SUPPLIED DATA section start

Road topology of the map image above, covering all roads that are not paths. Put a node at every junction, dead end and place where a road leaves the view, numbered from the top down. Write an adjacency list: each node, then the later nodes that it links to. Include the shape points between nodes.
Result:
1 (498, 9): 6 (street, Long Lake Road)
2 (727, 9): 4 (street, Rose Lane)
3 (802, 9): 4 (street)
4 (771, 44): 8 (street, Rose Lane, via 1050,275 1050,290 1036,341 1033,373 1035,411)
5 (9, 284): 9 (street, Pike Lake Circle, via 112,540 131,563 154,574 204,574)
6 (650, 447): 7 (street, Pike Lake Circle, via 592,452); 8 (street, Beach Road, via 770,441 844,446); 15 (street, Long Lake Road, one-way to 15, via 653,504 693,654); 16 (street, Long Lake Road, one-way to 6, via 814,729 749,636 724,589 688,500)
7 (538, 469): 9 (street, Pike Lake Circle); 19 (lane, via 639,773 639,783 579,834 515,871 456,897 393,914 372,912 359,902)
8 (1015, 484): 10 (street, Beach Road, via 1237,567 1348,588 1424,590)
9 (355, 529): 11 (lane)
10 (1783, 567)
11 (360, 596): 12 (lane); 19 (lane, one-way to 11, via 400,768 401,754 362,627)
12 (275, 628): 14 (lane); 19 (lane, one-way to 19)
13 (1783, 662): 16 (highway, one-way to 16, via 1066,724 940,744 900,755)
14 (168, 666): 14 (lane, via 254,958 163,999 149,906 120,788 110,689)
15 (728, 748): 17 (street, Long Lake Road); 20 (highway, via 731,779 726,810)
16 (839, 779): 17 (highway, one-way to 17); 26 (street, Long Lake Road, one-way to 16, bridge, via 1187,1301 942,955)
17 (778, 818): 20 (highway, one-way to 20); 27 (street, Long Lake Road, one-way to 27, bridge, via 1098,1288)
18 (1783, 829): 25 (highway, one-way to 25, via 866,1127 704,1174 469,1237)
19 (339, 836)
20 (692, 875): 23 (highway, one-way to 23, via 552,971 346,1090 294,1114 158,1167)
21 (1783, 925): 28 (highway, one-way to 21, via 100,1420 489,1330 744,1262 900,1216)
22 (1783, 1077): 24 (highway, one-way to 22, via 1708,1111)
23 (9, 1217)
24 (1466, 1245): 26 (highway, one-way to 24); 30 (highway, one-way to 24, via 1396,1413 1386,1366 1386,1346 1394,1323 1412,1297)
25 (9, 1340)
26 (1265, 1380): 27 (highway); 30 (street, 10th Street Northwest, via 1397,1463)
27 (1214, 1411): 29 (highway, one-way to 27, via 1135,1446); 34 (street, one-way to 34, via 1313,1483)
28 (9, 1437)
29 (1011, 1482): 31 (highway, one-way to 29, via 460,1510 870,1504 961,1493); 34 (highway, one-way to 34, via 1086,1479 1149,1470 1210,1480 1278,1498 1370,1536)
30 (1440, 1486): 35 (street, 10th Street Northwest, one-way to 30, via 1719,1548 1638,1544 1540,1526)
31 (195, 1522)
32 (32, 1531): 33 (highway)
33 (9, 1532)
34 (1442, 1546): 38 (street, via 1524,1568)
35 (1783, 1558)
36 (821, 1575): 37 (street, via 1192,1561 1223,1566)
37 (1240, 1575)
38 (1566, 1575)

SUPPLIED DATA section end
SUPPLIED DATA section start

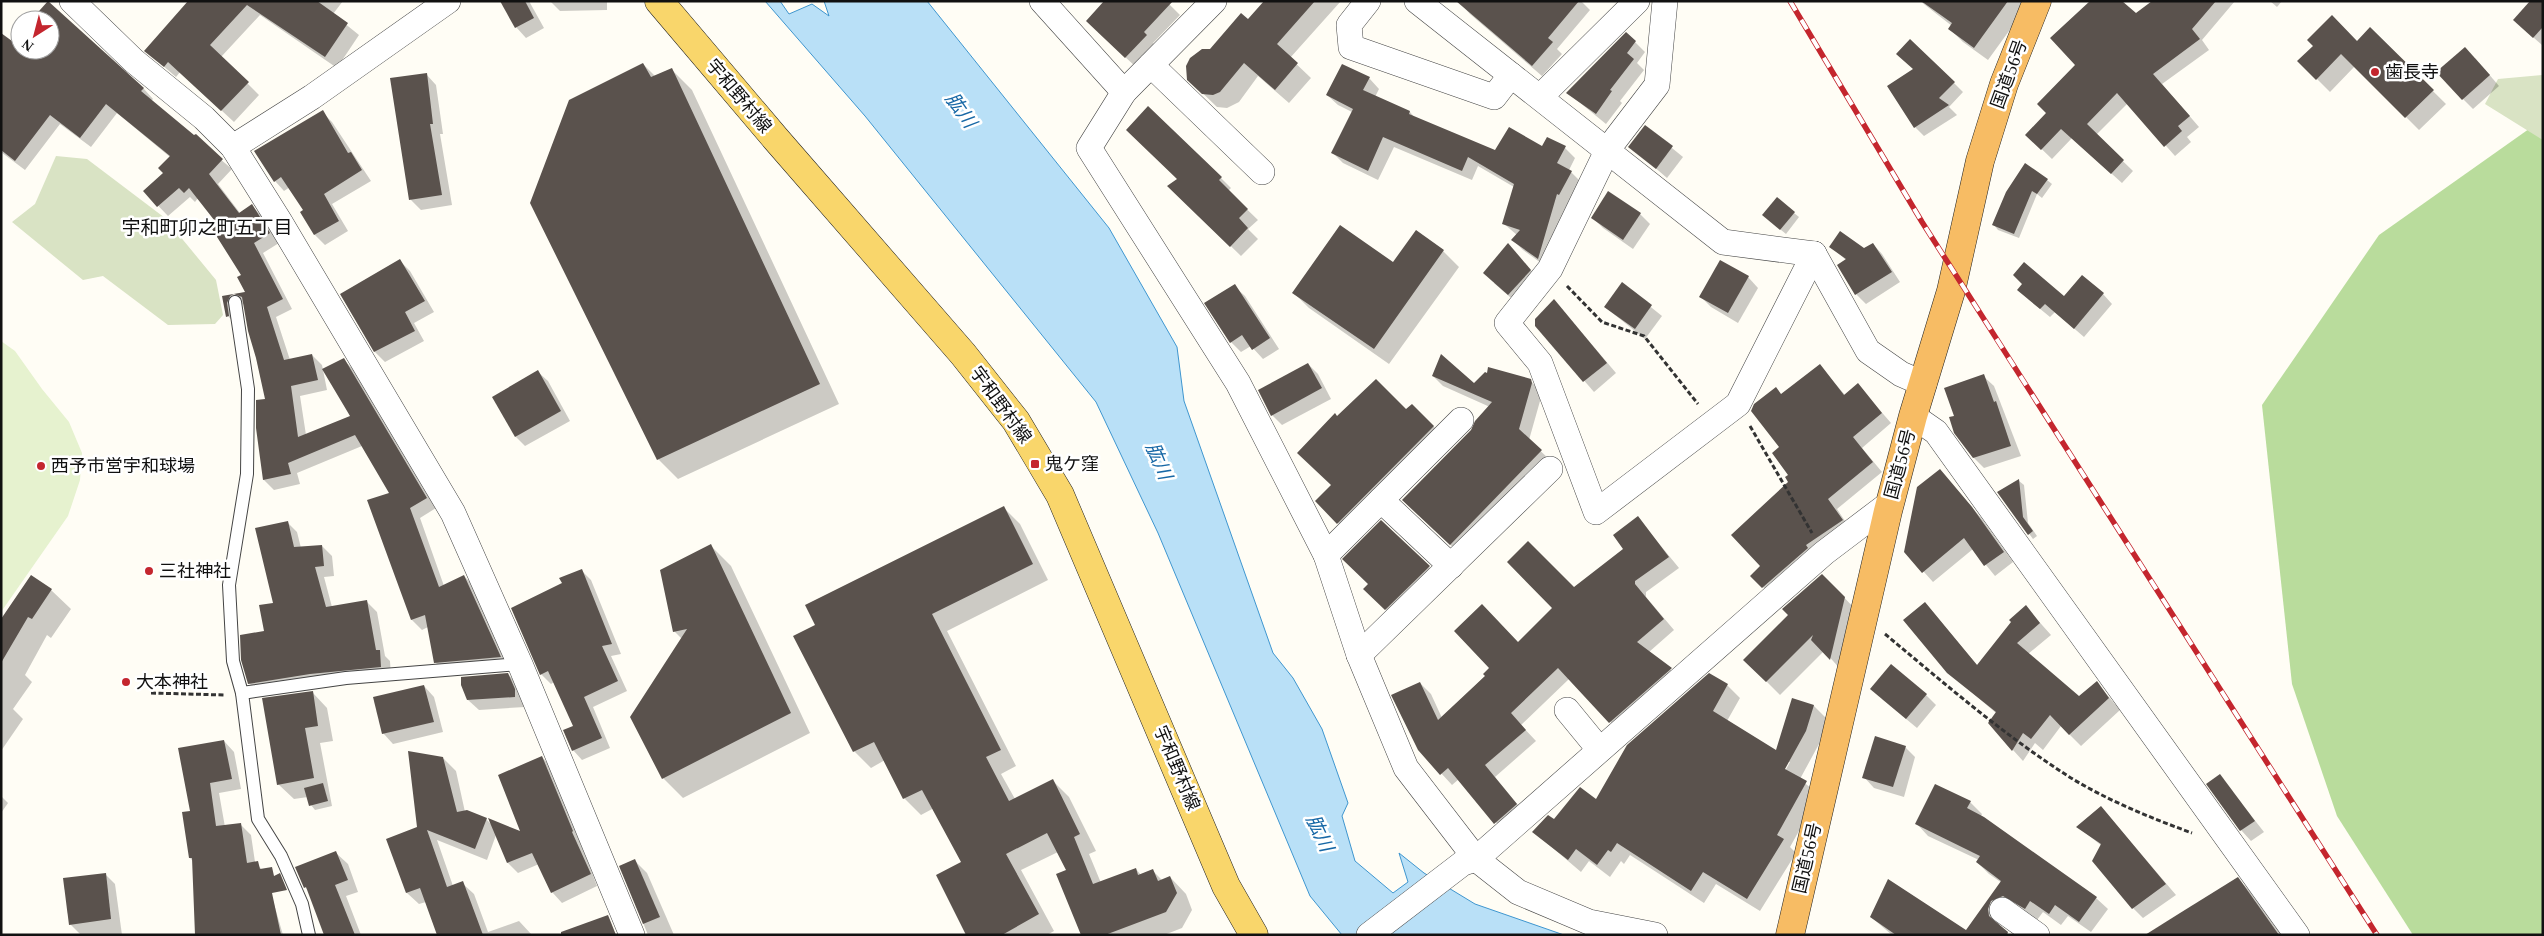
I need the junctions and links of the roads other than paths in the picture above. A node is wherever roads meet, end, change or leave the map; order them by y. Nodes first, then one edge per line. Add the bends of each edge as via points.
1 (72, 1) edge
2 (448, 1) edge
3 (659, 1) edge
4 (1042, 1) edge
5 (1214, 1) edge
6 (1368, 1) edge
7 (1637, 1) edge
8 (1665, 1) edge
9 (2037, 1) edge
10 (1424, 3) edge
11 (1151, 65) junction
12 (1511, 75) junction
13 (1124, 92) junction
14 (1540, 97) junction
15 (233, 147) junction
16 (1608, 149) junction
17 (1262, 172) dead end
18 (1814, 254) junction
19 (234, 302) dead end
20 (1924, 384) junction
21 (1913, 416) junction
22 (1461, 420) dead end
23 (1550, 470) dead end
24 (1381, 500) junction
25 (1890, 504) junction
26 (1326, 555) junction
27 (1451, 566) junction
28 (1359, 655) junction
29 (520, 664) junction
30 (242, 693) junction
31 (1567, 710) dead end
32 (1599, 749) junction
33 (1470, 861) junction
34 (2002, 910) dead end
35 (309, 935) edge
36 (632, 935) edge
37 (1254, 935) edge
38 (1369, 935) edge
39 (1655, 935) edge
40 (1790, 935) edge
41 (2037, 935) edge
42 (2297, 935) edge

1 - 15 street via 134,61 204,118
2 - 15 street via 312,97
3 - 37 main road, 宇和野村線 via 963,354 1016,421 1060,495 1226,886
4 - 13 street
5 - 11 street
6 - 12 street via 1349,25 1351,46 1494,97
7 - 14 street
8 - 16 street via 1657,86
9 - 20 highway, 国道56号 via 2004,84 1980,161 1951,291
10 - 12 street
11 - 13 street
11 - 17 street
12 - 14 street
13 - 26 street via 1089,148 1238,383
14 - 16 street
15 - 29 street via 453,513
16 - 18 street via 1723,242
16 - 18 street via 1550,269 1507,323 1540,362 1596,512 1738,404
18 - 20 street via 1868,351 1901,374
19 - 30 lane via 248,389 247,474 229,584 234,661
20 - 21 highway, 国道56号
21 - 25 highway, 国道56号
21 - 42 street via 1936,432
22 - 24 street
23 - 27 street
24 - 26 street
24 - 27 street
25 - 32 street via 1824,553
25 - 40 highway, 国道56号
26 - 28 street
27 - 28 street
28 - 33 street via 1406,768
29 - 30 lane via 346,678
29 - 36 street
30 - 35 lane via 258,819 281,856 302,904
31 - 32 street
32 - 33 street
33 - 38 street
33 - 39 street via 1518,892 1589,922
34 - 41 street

SUPPLIED DATA section end
SUPPLIED DATA section start

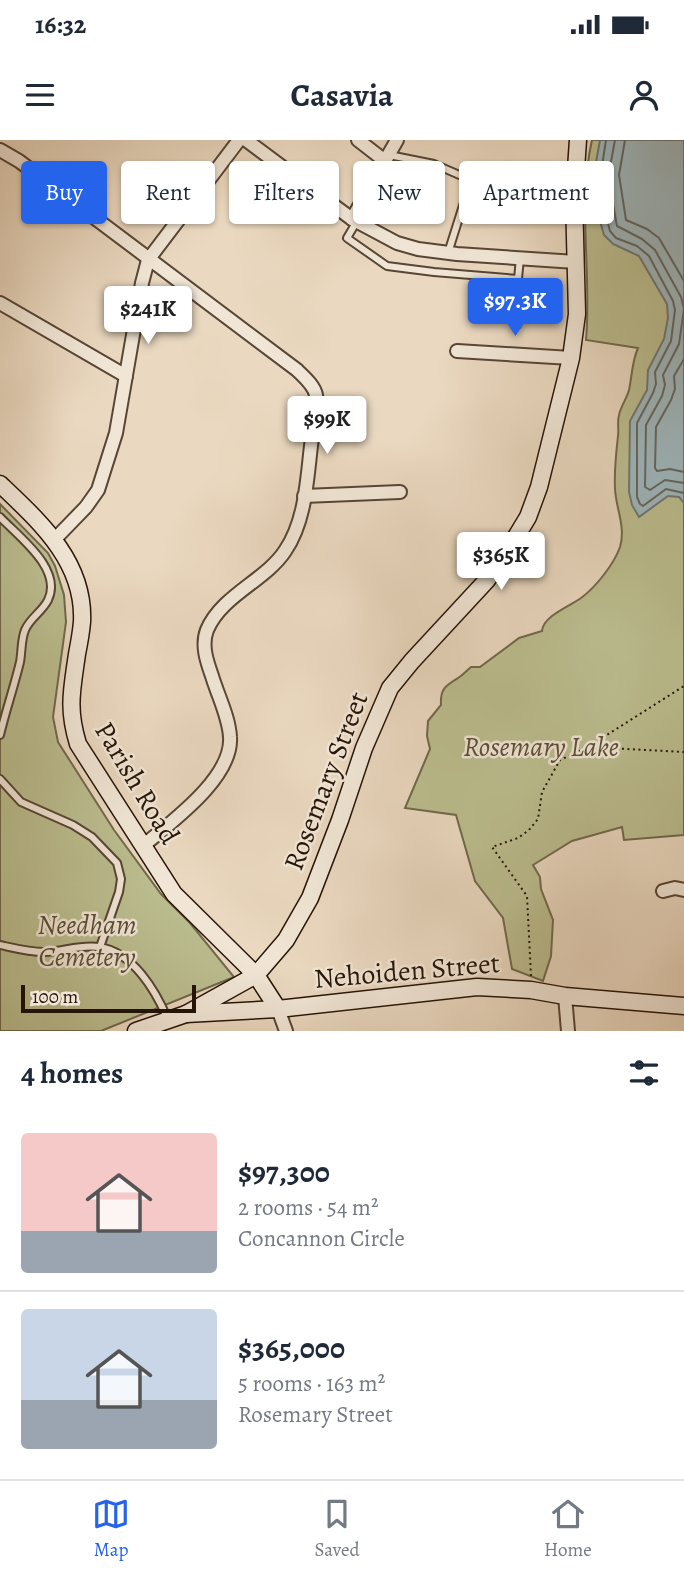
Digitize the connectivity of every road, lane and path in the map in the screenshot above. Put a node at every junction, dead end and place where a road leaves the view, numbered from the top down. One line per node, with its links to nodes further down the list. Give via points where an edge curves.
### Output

SUPPLIED DATA section end

- **REQUIRED ACTION**
Tell how many lines above hold "every", nothing more.

- **RESPONSE AREA**
2